• [WORK ITEM]:
Copy each line of the following material that has the string "Rezende".

• [SOURCE INFORMATION]:
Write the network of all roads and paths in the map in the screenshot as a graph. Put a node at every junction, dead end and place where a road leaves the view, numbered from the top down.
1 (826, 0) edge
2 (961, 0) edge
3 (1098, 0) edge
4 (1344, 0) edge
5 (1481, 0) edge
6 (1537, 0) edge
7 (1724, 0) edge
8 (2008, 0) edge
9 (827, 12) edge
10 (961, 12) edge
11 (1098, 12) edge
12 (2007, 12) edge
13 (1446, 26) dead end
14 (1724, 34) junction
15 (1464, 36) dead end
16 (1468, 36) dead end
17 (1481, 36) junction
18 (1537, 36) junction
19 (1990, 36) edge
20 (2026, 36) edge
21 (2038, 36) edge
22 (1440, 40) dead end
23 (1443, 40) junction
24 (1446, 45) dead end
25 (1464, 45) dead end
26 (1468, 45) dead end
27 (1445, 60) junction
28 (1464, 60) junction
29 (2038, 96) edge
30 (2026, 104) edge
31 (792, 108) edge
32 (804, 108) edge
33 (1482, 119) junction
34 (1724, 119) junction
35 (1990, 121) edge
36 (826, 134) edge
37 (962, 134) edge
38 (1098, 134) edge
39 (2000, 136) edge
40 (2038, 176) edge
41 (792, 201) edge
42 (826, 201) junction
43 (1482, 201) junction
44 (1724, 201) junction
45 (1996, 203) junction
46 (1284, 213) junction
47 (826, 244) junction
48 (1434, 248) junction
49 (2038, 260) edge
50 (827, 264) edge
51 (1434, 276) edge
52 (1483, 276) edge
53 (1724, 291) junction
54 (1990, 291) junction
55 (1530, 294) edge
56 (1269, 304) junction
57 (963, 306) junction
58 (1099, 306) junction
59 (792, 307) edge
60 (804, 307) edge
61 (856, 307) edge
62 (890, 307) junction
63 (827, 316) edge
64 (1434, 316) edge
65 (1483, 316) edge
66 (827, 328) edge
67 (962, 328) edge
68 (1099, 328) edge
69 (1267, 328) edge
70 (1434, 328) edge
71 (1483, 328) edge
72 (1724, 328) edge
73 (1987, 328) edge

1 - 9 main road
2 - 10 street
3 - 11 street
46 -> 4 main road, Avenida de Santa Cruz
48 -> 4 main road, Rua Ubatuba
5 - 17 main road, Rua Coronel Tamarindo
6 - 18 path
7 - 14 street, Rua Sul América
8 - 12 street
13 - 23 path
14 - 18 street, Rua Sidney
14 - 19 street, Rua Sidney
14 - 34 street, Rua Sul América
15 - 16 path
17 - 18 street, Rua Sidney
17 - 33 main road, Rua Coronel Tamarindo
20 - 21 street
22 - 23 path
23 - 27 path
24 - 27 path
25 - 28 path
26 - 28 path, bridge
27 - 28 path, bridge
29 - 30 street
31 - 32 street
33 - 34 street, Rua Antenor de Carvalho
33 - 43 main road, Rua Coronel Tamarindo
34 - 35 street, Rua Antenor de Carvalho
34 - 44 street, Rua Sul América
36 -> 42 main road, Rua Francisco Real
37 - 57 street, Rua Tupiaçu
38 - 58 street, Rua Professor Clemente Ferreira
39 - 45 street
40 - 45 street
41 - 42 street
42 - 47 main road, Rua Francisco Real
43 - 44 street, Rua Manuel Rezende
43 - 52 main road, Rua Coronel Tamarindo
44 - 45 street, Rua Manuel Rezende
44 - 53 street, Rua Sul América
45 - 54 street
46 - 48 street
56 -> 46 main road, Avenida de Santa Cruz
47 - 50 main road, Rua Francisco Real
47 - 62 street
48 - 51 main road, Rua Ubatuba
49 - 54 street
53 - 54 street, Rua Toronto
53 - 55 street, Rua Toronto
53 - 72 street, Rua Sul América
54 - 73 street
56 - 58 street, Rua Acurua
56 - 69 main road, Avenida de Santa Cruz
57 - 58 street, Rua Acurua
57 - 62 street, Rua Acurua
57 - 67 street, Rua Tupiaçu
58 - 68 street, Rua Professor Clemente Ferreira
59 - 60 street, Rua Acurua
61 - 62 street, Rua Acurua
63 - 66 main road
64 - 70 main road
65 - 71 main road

• [TASK OUTPUT]:
43 - 44 street, Rua Manuel Rezende
44 - 45 street, Rua Manuel Rezende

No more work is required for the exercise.